Topics

[espeak-ng:master] reported: Build fails on MacOS Catalina #github


espeak-ng@groups.io Integration <espeak-ng@...>
 

[espeak-ng:master] New Comment on Issue #674 Build fails on MacOS Catalina
By rhdunn:

That's strange. It should work on 64-bit.

The error messages relate to compiling the phsource/phonemes file, but the line numbers look wrong. See CompilePhonemeFiles in src/libespeak-ng/compiledata.c.

"Expected a number" is from https://github.com/espeak-ng/espeak-ng/blob/master/src/libespeak-ng/compiledata.c#L819.

"Expected ')'" is from https://github.com/espeak-ng/espeak-ng/blob/master/src/libespeak-ng/compiledata.c#L877.

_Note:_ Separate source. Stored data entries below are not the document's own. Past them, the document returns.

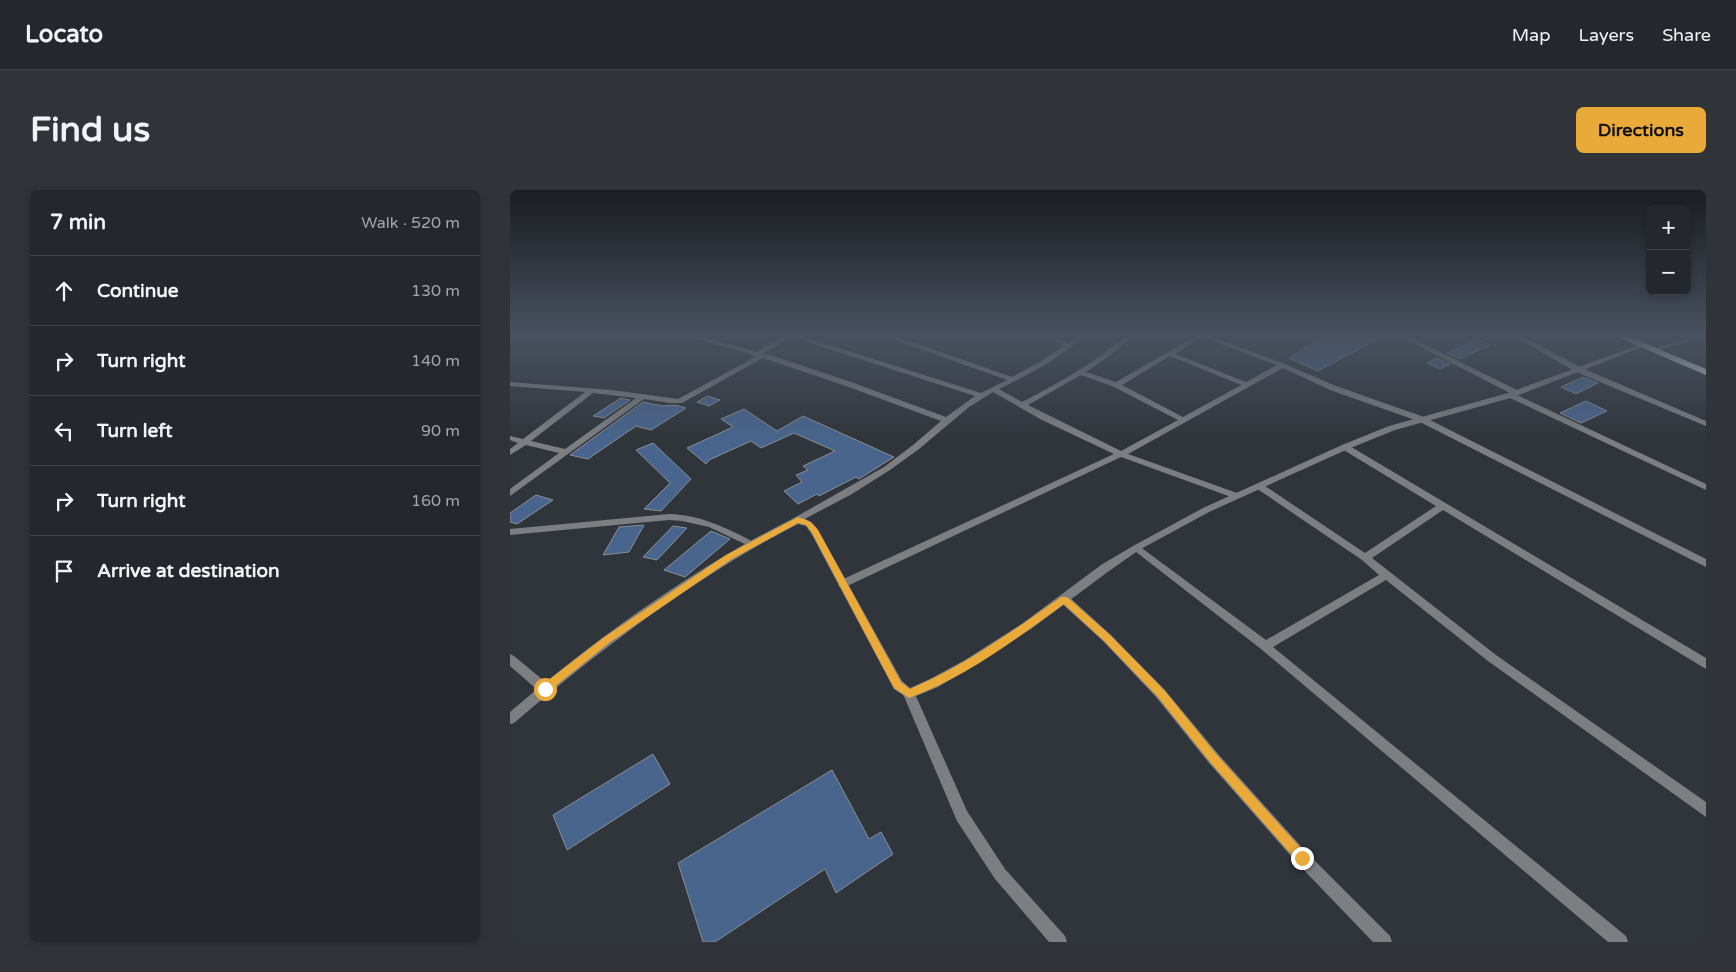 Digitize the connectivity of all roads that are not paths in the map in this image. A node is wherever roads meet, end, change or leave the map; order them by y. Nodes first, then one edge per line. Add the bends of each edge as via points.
1 (733, 369) edge
2 (802, 369) edge
3 (898, 369) edge
4 (983, 369) edge
5 (1032, 369) edge
6 (1089, 369) edge
7 (1144, 369) edge
8 (1207, 369) edge
9 (1275, 369) edge
10 (1291, 369) edge
11 (1465, 369) edge
12 (1579, 370) joint
13 (1082, 374) junction
14 (1012, 379) junction
15 (510, 384) edge
16 (1117, 385) junction
17 (1247, 385) junction
18 (993, 389) junction
19 (592, 390) junction
20 (1513, 394) junction
21 (642, 396) junction
22 (982, 396) junction
23 (1022, 405) junction
24 (1421, 419) junction
25 (946, 420) junction
26 (1184, 420) junction
27 (1706, 424) edge
28 (510, 438) edge
29 (525, 442) junction
30 (1345, 447) junction
31 (565, 452) junction
32 (510, 453) edge
33 (1121, 454) junction
34 (1259, 486) junction
35 (1706, 487) edge
36 (510, 493) edge
37 (1237, 496) junction
38 (1441, 507) junction
39 (798, 520) junction
40 (510, 532) edge
41 (751, 544) junction
42 (1136, 548) junction
43 (1365, 558) junction
44 (1706, 563) edge
45 (1387, 575) junction
46 (843, 584) junction
47 (1064, 599) junction
48 (1264, 646) junction
49 (510, 659) edge
50 (1706, 664) edge
51 (545, 689) junction
52 (909, 694) junction
53 (510, 719) edge
54 (1706, 810) edge
55 (1059, 942) edge
56 (1384, 942) edge
57 (1620, 942) edge

1 - 21 street via 678,401
2 - 25 street
3 - 22 street
4 - 14 street
5 - 14 street
6 - 13 street
7 - 16 street
8 - 17 street
9 - 17 street
10 - 24 street via 1333,388
11 - 20 street
12 - 20 street
12 - 27 street
13 - 16 street
13 - 23 street
14 - 18 street
15 - 19 street
16 - 26 street
17 - 26 street
18 - 22 street
18 - 23 street
19 - 21 street
19 - 29 street
20 - 24 street
20 - 35 street
21 - 31 street
22 - 25 street
23 - 33 street
24 - 30 street
24 - 44 street
25 - 39 street via 900,460
26 - 33 street
28 - 29 street
29 - 31 street
29 - 32 street
30 - 34 street
30 - 38 street
31 - 36 street
33 - 37 street
33 - 46 street
34 - 37 street
34 - 43 street
37 - 42 street
38 - 43 street
38 - 50 street
39 - 41 street
39 - 46 street via 809,524 815,532
40 - 41 street via 690,517 703,520
41 - 51 street via 606,641
42 - 47 street
42 - 48 street
43 - 45 street
45 - 48 street
45 - 54 street via 1549,700
46 - 52 street via 898,685
47 - 52 street via 969,663
47 - 56 street via 1160,693 1302,858
48 - 57 street
49 - 51 street
51 - 53 street
52 - 55 street via 962,816 1000,874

The "The phoneme feature is not recognised" messages come from the ENS_UNKNOWN_PHONEME_FEATURE error code. It is coming from a call to the phoneme_add_feature function in phoneme.c at https://github.com/espeak-ng/espeak-ng/blob/master/src/libespeak-ng/compiledata.c#L2024.

Looking at that code, we know several things: 1. the values passed to phoneme_add_feature appear to be missing the first character (e.g. "engthmod" instead of "lengthmod"); 2. from the code, NextItem (https://github.com/espeak-ng/espeak-ng/blob/master/src/libespeak-ng/compiledata.c#L740) is returning a value less than 0 as that is what this if branch is checking; 3. this appears to be after processing whitespace.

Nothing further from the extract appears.